- **Assigned task**: The answer must repeat each line of the material exactly.

- **Entries supplied**:
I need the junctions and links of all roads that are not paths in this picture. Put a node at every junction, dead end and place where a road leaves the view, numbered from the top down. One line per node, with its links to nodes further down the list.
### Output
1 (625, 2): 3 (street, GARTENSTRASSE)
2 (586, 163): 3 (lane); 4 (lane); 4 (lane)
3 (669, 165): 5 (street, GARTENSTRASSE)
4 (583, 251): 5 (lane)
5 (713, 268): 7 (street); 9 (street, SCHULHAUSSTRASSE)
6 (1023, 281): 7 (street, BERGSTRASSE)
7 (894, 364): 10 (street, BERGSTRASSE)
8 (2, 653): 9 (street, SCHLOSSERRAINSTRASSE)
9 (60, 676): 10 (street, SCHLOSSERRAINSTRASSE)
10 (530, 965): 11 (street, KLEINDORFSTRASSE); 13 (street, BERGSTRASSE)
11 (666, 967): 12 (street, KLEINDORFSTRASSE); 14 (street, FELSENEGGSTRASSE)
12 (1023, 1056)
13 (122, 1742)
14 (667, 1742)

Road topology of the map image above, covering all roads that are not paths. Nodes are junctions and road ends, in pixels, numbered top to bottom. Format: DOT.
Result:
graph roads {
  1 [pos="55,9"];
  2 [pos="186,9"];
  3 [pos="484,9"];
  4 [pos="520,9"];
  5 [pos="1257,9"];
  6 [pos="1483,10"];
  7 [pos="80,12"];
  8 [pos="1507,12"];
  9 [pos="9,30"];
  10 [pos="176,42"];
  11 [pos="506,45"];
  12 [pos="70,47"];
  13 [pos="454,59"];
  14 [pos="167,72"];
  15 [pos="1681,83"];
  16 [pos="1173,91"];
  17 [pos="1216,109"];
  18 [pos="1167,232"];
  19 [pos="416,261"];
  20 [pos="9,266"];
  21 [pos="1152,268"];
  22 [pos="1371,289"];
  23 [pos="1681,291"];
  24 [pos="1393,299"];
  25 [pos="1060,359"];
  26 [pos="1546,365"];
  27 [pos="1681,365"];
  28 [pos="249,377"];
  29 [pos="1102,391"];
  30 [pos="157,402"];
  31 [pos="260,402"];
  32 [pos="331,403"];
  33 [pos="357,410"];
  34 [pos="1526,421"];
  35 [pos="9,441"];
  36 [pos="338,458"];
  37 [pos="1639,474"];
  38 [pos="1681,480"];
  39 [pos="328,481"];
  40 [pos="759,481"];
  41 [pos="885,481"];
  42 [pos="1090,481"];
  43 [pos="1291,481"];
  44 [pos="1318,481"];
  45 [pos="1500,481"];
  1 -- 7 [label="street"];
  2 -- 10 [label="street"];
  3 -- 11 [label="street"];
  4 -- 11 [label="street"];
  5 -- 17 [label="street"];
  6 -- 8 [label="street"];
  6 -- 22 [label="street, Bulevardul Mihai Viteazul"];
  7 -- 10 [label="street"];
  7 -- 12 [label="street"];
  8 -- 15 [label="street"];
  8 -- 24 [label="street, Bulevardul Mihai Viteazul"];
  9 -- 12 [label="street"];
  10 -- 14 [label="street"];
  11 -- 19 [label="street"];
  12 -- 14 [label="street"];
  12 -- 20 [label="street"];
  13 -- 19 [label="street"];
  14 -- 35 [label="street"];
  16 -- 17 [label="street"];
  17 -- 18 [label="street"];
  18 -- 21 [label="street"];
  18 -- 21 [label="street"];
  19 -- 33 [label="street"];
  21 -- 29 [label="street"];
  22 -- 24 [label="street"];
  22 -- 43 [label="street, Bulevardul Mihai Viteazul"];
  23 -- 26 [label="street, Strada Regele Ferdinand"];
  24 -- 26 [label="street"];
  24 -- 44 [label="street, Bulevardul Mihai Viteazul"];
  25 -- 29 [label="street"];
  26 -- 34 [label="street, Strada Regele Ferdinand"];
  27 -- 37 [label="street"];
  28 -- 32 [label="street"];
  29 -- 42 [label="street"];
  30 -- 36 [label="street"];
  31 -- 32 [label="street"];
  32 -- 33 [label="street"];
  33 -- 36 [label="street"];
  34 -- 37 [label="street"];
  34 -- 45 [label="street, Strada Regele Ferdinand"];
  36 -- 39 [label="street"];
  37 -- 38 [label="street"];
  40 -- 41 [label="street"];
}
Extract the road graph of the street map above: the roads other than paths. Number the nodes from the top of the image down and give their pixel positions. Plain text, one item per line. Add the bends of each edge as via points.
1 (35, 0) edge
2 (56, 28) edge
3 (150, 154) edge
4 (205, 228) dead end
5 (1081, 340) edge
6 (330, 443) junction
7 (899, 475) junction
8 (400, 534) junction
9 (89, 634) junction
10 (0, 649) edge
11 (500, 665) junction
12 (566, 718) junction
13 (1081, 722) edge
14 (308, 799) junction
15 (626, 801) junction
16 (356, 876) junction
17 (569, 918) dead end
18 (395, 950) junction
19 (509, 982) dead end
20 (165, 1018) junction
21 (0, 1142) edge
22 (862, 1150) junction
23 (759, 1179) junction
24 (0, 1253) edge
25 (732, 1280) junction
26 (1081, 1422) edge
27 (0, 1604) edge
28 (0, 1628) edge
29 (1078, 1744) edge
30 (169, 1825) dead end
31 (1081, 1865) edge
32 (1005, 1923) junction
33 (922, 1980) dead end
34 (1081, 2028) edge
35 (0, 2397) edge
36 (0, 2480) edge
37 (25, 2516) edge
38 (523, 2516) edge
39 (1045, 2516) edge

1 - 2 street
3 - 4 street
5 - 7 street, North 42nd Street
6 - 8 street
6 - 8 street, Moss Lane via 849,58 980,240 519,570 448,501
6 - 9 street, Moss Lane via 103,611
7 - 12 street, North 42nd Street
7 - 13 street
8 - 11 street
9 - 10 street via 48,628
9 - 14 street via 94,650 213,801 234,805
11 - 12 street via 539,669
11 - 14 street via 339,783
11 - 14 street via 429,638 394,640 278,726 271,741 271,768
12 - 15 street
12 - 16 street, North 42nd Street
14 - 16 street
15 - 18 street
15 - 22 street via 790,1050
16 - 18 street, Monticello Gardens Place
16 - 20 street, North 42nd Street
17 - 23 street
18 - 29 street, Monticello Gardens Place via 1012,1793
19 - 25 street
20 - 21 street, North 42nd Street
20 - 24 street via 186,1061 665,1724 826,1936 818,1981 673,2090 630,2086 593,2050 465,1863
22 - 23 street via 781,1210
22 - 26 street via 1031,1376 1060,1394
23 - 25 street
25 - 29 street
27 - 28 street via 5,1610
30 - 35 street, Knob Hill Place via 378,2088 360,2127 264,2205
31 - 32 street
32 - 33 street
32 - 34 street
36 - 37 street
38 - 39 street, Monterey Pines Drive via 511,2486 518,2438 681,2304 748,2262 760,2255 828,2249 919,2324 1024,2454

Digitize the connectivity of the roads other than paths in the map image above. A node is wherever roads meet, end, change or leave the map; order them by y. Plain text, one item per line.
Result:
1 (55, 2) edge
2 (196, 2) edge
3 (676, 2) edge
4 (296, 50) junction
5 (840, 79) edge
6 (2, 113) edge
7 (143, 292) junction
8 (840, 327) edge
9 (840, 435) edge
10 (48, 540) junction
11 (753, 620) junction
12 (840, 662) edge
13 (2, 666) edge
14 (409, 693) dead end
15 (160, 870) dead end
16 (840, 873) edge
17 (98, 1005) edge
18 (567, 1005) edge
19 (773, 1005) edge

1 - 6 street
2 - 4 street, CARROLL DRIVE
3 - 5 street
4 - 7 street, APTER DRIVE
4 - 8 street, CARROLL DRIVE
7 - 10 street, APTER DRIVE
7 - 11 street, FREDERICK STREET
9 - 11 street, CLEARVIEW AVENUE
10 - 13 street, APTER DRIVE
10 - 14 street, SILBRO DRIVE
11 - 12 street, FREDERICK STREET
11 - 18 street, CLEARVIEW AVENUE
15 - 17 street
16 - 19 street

- **Answer to this task**:
I need the junctions and links of all roads that are not paths in this picture. Put a node at every junction, dead end and place where a road leaves the view, numbered from the top down. One line per node, with its links to nodes further down the list.
### Output
1 (625, 2): 3 (street, GARTENSTRASSE)
2 (586, 163): 3 (lane); 4 (lane); 4 (lane)
3 (669, 165): 5 (street, GARTENSTRASSE)
4 (583, 251): 5 (lane)
5 (713, 268): 7 (street); 9 (street, SCHULHAUSSTRASSE)
6 (1023, 281): 7 (street, BERGSTRASSE)
7 (894, 364): 10 (street, BERGSTRASSE)
8 (2, 653): 9 (street, SCHLOSSERRAINSTRASSE)
9 (60, 676): 10 (street, SCHLOSSERRAINSTRASSE)
10 (530, 965): 11 (street, KLEINDORFSTRASSE); 13 (street, BERGSTRASSE)
11 (666, 967): 12 (street, KLEINDORFSTRASSE); 14 (street, FELSENEGGSTRASSE)
12 (1023, 1056)
13 (122, 1742)
14 (667, 1742)

Road topology of the map image above, covering all roads that are not paths. Nodes are junctions and road ends, in pixels, numbered top to bottom. Format: DOT.
Result:
graph roads {
  1 [pos="55,9"];
  2 [pos="186,9"];
  3 [pos="484,9"];
  4 [pos="520,9"];
  5 [pos="1257,9"];
  6 [pos="1483,10"];
  7 [pos="80,12"];
  8 [pos="1507,12"];
  9 [pos="9,30"];
  10 [pos="176,42"];
  11 [pos="506,45"];
  12 [pos="70,47"];
  13 [pos="454,59"];
  14 [pos="167,72"];
  15 [pos="1681,83"];
  16 [pos="1173,91"];
  17 [pos="1216,109"];
  18 [pos="1167,232"];
  19 [pos="416,261"];
  20 [pos="9,266"];
  21 [pos="1152,268"];
  22 [pos="1371,289"];
  23 [pos="1681,291"];
  24 [pos="1393,299"];
  25 [pos="1060,359"];
  26 [pos="1546,365"];
  27 [pos="1681,365"];
  28 [pos="249,377"];
  29 [pos="1102,391"];
  30 [pos="157,402"];
  31 [pos="260,402"];
  32 [pos="331,403"];
  33 [pos="357,410"];
  34 [pos="1526,421"];
  35 [pos="9,441"];
  36 [pos="338,458"];
  37 [pos="1639,474"];
  38 [pos="1681,480"];
  39 [pos="328,481"];
  40 [pos="759,481"];
  41 [pos="885,481"];
  42 [pos="1090,481"];
  43 [pos="1291,481"];
  44 [pos="1318,481"];
  45 [pos="1500,481"];
  1 -- 7 [label="street"];
  2 -- 10 [label="street"];
  3 -- 11 [label="street"];
  4 -- 11 [label="street"];
  5 -- 17 [label="street"];
  6 -- 8 [label="street"];
  6 -- 22 [label="street, Bulevardul Mihai Viteazul"];
  7 -- 10 [label="street"];
  7 -- 12 [label="street"];
  8 -- 15 [label="street"];
  8 -- 24 [label="street, Bulevardul Mihai Viteazul"];
  9 -- 12 [label="street"];
  10 -- 14 [label="street"];
  11 -- 19 [label="street"];
  12 -- 14 [label="street"];
  12 -- 20 [label="street"];
  13 -- 19 [label="street"];
  14 -- 35 [label="street"];
  16 -- 17 [label="street"];
  17 -- 18 [label="street"];
  18 -- 21 [label="street"];
  18 -- 21 [label="street"];
  19 -- 33 [label="street"];
  21 -- 29 [label="street"];
  22 -- 24 [label="street"];
  22 -- 43 [label="street, Bulevardul Mihai Viteazul"];
  23 -- 26 [label="street, Strada Regele Ferdinand"];
  24 -- 26 [label="street"];
  24 -- 44 [label="street, Bulevardul Mihai Viteazul"];
  25 -- 29 [label="street"];
  26 -- 34 [label="street, Strada Regele Ferdinand"];
  27 -- 37 [label="street"];
  28 -- 32 [label="street"];
  29 -- 42 [label="street"];
  30 -- 36 [label="street"];
  31 -- 32 [label="street"];
  32 -- 33 [label="street"];
  33 -- 36 [label="street"];
  34 -- 37 [label="street"];
  34 -- 45 [label="street, Strada Regele Ferdinand"];
  36 -- 39 [label="street"];
  37 -- 38 [label="street"];
  40 -- 41 [label="street"];
}
Extract the road graph of the street map above: the roads other than paths. Number the nodes from the top of the image down and give their pixel positions. Plain text, one item per line. Add the bends of each edge as via points.
1 (35, 0) edge
2 (56, 28) edge
3 (150, 154) edge
4 (205, 228) dead end
5 (1081, 340) edge
6 (330, 443) junction
7 (899, 475) junction
8 (400, 534) junction
9 (89, 634) junction
10 (0, 649) edge
11 (500, 665) junction
12 (566, 718) junction
13 (1081, 722) edge
14 (308, 799) junction
15 (626, 801) junction
16 (356, 876) junction
17 (569, 918) dead end
18 (395, 950) junction
19 (509, 982) dead end
20 (165, 1018) junction
21 (0, 1142) edge
22 (862, 1150) junction
23 (759, 1179) junction
24 (0, 1253) edge
25 (732, 1280) junction
26 (1081, 1422) edge
27 (0, 1604) edge
28 (0, 1628) edge
29 (1078, 1744) edge
30 (169, 1825) dead end
31 (1081, 1865) edge
32 (1005, 1923) junction
33 (922, 1980) dead end
34 (1081, 2028) edge
35 (0, 2397) edge
36 (0, 2480) edge
37 (25, 2516) edge
38 (523, 2516) edge
39 (1045, 2516) edge

1 - 2 street
3 - 4 street
5 - 7 street, North 42nd Street
6 - 8 street
6 - 8 street, Moss Lane via 849,58 980,240 519,570 448,501
6 - 9 street, Moss Lane via 103,611
7 - 12 street, North 42nd Street
7 - 13 street
8 - 11 street
9 - 10 street via 48,628
9 - 14 street via 94,650 213,801 234,805
11 - 12 street via 539,669
11 - 14 street via 339,783
11 - 14 street via 429,638 394,640 278,726 271,741 271,768
12 - 15 street
12 - 16 street, North 42nd Street
14 - 16 street
15 - 18 street
15 - 22 street via 790,1050
16 - 18 street, Monticello Gardens Place
16 - 20 street, North 42nd Street
17 - 23 street
18 - 29 street, Monticello Gardens Place via 1012,1793
19 - 25 street
20 - 21 street, North 42nd Street
20 - 24 street via 186,1061 665,1724 826,1936 818,1981 673,2090 630,2086 593,2050 465,1863
22 - 23 street via 781,1210
22 - 26 street via 1031,1376 1060,1394
23 - 25 street
25 - 29 street
27 - 28 street via 5,1610
30 - 35 street, Knob Hill Place via 378,2088 360,2127 264,2205
31 - 32 street
32 - 33 street
32 - 34 street
36 - 37 street
38 - 39 street, Monterey Pines Drive via 511,2486 518,2438 681,2304 748,2262 760,2255 828,2249 919,2324 1024,2454

Digitize the connectivity of the roads other than paths in the map image above. A node is wherever roads meet, end, change or leave the map; order them by y. Plain text, one item per line.
Result:
1 (55, 2) edge
2 (196, 2) edge
3 (676, 2) edge
4 (296, 50) junction
5 (840, 79) edge
6 (2, 113) edge
7 (143, 292) junction
8 (840, 327) edge
9 (840, 435) edge
10 (48, 540) junction
11 (753, 620) junction
12 (840, 662) edge
13 (2, 666) edge
14 (409, 693) dead end
15 (160, 870) dead end
16 (840, 873) edge
17 (98, 1005) edge
18 (567, 1005) edge
19 (773, 1005) edge

1 - 6 street
2 - 4 street, CARROLL DRIVE
3 - 5 street
4 - 7 street, APTER DRIVE
4 - 8 street, CARROLL DRIVE
7 - 10 street, APTER DRIVE
7 - 11 street, FREDERICK STREET
9 - 11 street, CLEARVIEW AVENUE
10 - 13 street, APTER DRIVE
10 - 14 street, SILBRO DRIVE
11 - 12 street, FREDERICK STREET
11 - 18 street, CLEARVIEW AVENUE
15 - 17 street
16 - 19 street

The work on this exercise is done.